### Exercise goal
From the first line to the last, restate every record word for word, leaving out the pictures.

- - - - - - -

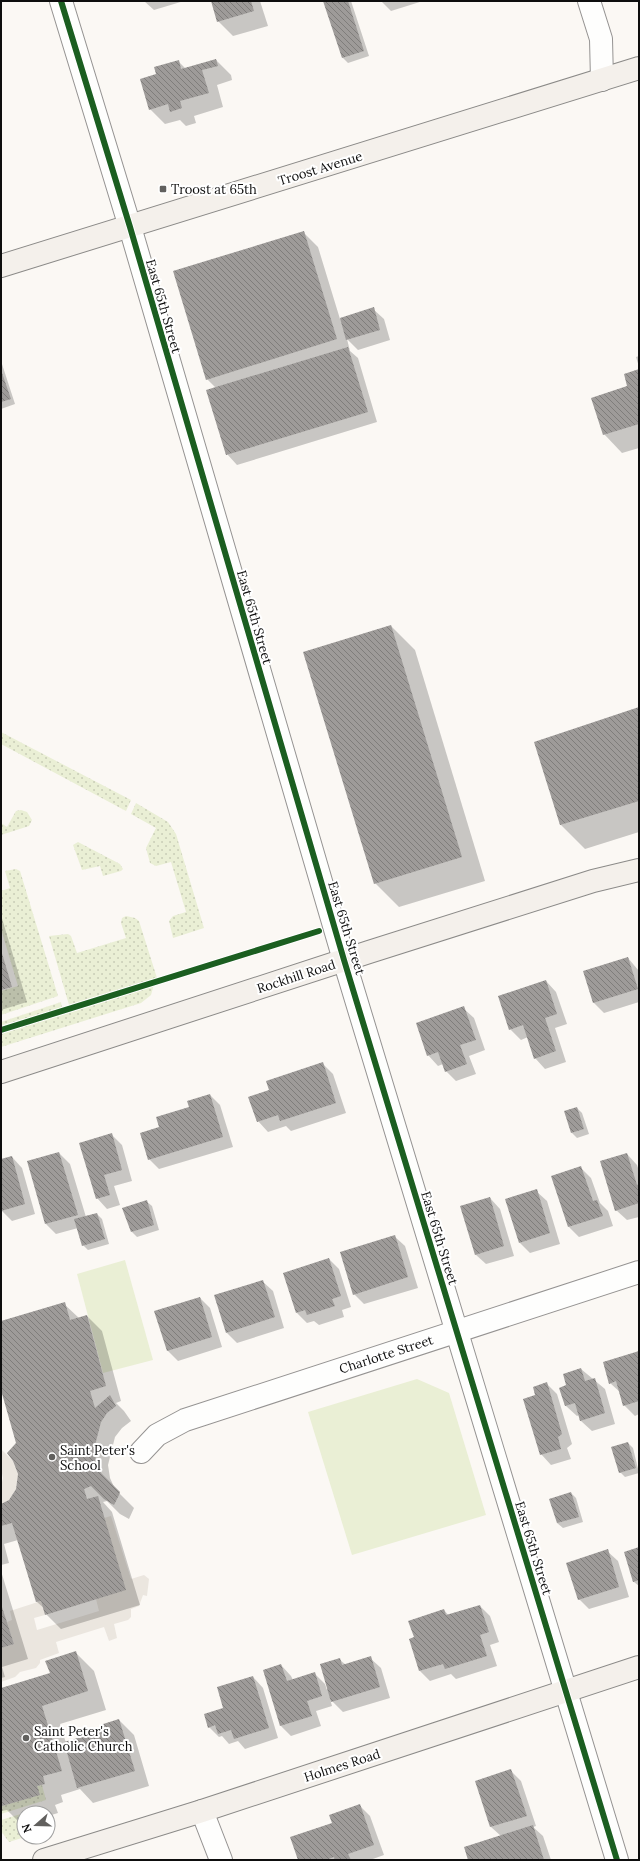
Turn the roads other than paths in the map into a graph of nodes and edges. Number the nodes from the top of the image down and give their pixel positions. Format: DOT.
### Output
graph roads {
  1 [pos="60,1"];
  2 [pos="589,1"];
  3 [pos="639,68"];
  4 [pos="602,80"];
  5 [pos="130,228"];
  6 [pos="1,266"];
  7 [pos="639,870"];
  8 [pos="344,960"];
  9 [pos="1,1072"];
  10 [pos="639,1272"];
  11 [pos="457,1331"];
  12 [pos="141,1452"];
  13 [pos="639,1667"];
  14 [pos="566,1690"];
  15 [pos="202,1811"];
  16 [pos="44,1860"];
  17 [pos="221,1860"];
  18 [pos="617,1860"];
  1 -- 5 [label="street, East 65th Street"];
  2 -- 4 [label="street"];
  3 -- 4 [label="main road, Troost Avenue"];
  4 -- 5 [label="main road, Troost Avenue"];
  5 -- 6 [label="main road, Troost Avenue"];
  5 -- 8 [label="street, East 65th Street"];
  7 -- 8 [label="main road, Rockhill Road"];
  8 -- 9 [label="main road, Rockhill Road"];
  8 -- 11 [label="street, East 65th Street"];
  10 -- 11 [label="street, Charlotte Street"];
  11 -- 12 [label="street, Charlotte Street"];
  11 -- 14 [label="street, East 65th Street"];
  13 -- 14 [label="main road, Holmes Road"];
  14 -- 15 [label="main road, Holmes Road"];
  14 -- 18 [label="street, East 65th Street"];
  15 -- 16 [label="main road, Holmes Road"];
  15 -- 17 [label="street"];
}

- - - - - - -

### Exercise answer
Turn the roads other than paths in the map into a graph of nodes and edges. Number the nodes from the top of the image down and give their pixel positions. Format: DOT.
### Output
graph roads {
  1 [pos="60,1"];
  2 [pos="589,1"];
  3 [pos="639,68"];
  4 [pos="602,80"];
  5 [pos="130,228"];
  6 [pos="1,266"];
  7 [pos="639,870"];
  8 [pos="344,960"];
  9 [pos="1,1072"];
  10 [pos="639,1272"];
  11 [pos="457,1331"];
  12 [pos="141,1452"];
  13 [pos="639,1667"];
  14 [pos="566,1690"];
  15 [pos="202,1811"];
  16 [pos="44,1860"];
  17 [pos="221,1860"];
  18 [pos="617,1860"];
  1 -- 5 [label="street, East 65th Street"];
  2 -- 4 [label="street"];
  3 -- 4 [label="main road, Troost Avenue"];
  4 -- 5 [label="main road, Troost Avenue"];
  5 -- 6 [label="main road, Troost Avenue"];
  5 -- 8 [label="street, East 65th Street"];
  7 -- 8 [label="main road, Rockhill Road"];
  8 -- 9 [label="main road, Rockhill Road"];
  8 -- 11 [label="street, East 65th Street"];
  10 -- 11 [label="street, Charlotte Street"];
  11 -- 12 [label="street, Charlotte Street"];
  11 -- 14 [label="street, East 65th Street"];
  13 -- 14 [label="main road, Holmes Road"];
  14 -- 15 [label="main road, Holmes Road"];
  14 -- 18 [label="street, East 65th Street"];
  15 -- 16 [label="main road, Holmes Road"];
  15 -- 17 [label="street"];
}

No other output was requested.